Task directions:
Filter the data below, keeping only lines that contain "Sgto".

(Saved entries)
--------

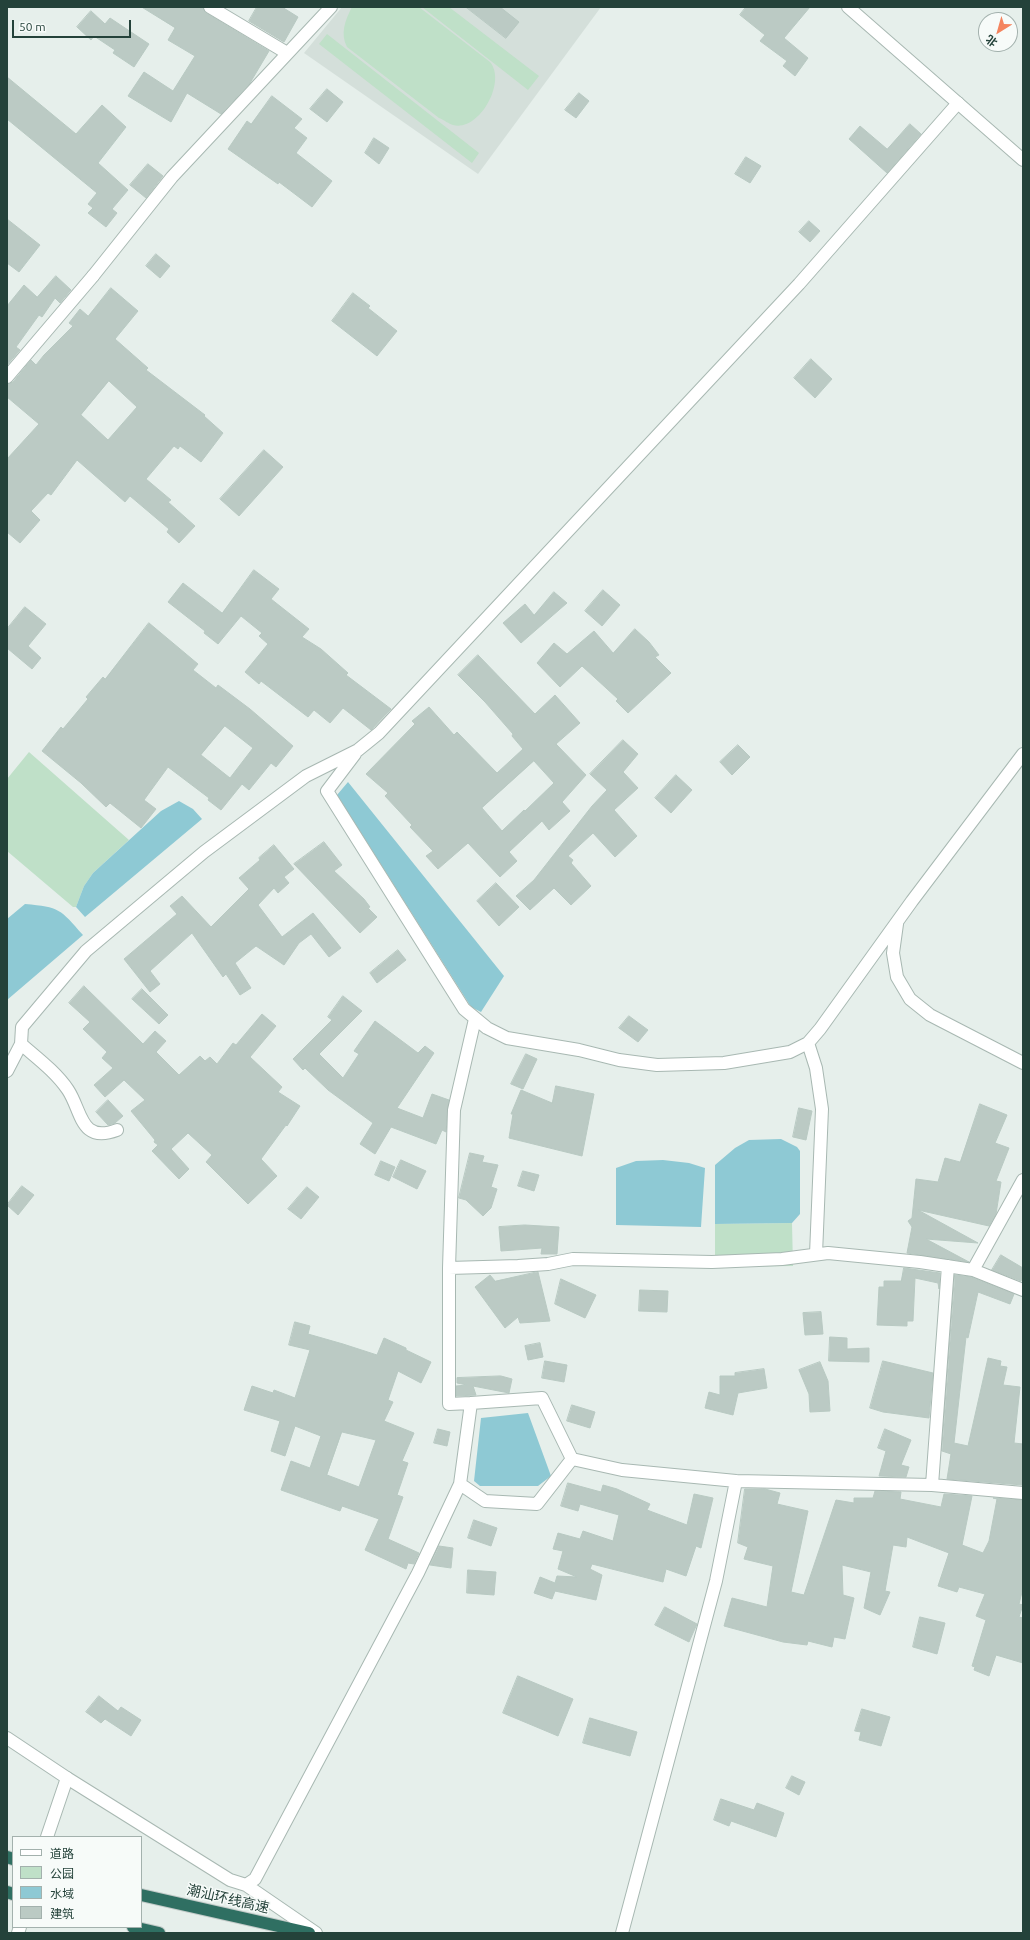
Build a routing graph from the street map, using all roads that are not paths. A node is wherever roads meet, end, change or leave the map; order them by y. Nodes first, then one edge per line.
1 (210, 7) edge
2 (331, 7) edge
3 (848, 7) edge
4 (287, 53) junction
5 (958, 103) junction
6 (1023, 160) edge
7 (7, 377) edge
8 (358, 750) junction
9 (1023, 754) edge
10 (898, 921) junction
11 (476, 1019) junction
12 (808, 1043) junction
13 (21, 1044) junction
14 (1023, 1063) edge
15 (7, 1071) edge
16 (117, 1130) dead end
17 (1023, 1180) edge
18 (816, 1254) junction
19 (948, 1266) junction
20 (449, 1268) junction
21 (973, 1270) junction
22 (1023, 1290) edge
23 (471, 1403) junction
24 (572, 1459) junction
25 (736, 1481) junction
26 (460, 1484) junction
27 (932, 1485) junction
28 (1023, 1493) edge
29 (7, 1738) edge
30 (67, 1778) junction
31 (47, 1836) edge
32 (246, 1885) junction
33 (142, 1895) edge
34 (137, 1928) edge
35 (159, 1933) edge
36 (308, 1933) edge
37 (316, 1933) edge
38 (622, 1933) edge

1 - 4 street
2 - 4 street
3 - 5 street
4 - 7 street
5 - 6 street
5 - 8 street
8 - 11 street
8 - 13 street
9 - 10 street
10 - 12 street
10 - 14 street
11 - 12 street
11 - 20 street
12 - 18 street
13 - 15 street
13 - 16 street
17 - 21 street
18 - 19 street
18 - 20 street
19 - 21 street
19 - 27 street
20 - 23 street
21 - 22 street
23 - 24 street
23 - 26 street
24 - 25 street
24 - 26 street
25 - 27 street
25 - 38 street
26 - 32 street
27 - 28 street
29 - 30 street
30 - 31 street
30 - 32 street
32 - 37 street
33 - 36 highway, 潮汕环线高速
34 - 35 highway

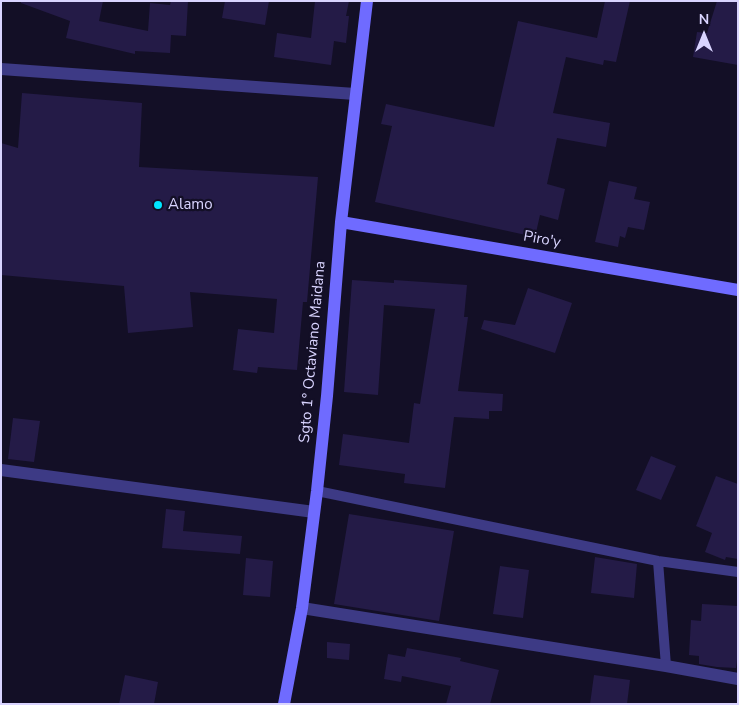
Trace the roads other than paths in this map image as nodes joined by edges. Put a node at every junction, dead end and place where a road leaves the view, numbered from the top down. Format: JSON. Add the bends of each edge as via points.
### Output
{"nodes":[{"id":1,"x":366,"y":1,"type":"edge"},
{"id":2,"x":1,"y":69,"type":"edge"},
{"id":3,"x":355,"y":94,"type":"junction"},
{"id":4,"x":341,"y":222,"type":"junction"},
{"id":5,"x":738,"y":290,"type":"edge"},
{"id":6,"x":1,"y":470,"type":"edge"},
{"id":7,"x":317,"y":491,"type":"junction"},
{"id":8,"x":314,"y":512,"type":"junction"},
{"id":9,"x":658,"y":561,"type":"junction"},
{"id":10,"x":738,"y":572,"type":"edge"},
{"id":11,"x":302,"y":608,"type":"junction"},
{"id":12,"x":666,"y":666,"type":"junction"},
{"id":13,"x":738,"y":679,"type":"edge"},
{"id":14,"x":284,"y":704,"type":"edge"}],
"edges":[{"from":1,"to":3,"type":"main road","name":"Sgto 1° Octaviano Maidana"},
{"from":2,"to":3,"type":"street"},
{"from":3,"to":4,"type":"main road","name":"Sgto 1° Octaviano Maidana"},
{"from":4,"to":5,"type":"main road","name":"Piro'y"},
{"from":4,"to":7,"type":"main road","name":"Sgto 1° Octaviano Maidana"},
{"from":6,"to":8,"type":"street"},
{"from":7,"to":8,"type":"main road","name":"Sgto 1° Octaviano Maidana"},
{"from":7,"to":9,"type":"lane"},
{"from":8,"to":11,"type":"main road","name":"Sgto 1° Octaviano Maidana"},
{"from":9,"to":10,"type":"lane"},
{"from":9,"to":12,"type":"lane"},
{"from":11,"to":12,"type":"street"},
{"from":11,"to":14,"type":"main road","name":"Sgto 1° Octaviano Maidana"},
{"from":12,"to":13,"type":"street"}]}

--------

Your solution:
"edges":[{"from":1,"to":3,"type":"main road","name":"Sgto 1° Octaviano Maidana"},
{"from":3,"to":4,"type":"main road","name":"Sgto 1° Octaviano Maidana"},
{"from":4,"to":7,"type":"main road","name":"Sgto 1° Octaviano Maidana"},
{"from":7,"to":8,"type":"main road","name":"Sgto 1° Octaviano Maidana"},
{"from":8,"to":11,"type":"main road","name":"Sgto 1° Octaviano Maidana"},
{"from":11,"to":14,"type":"main road","name":"Sgto 1° Octaviano Maidana"},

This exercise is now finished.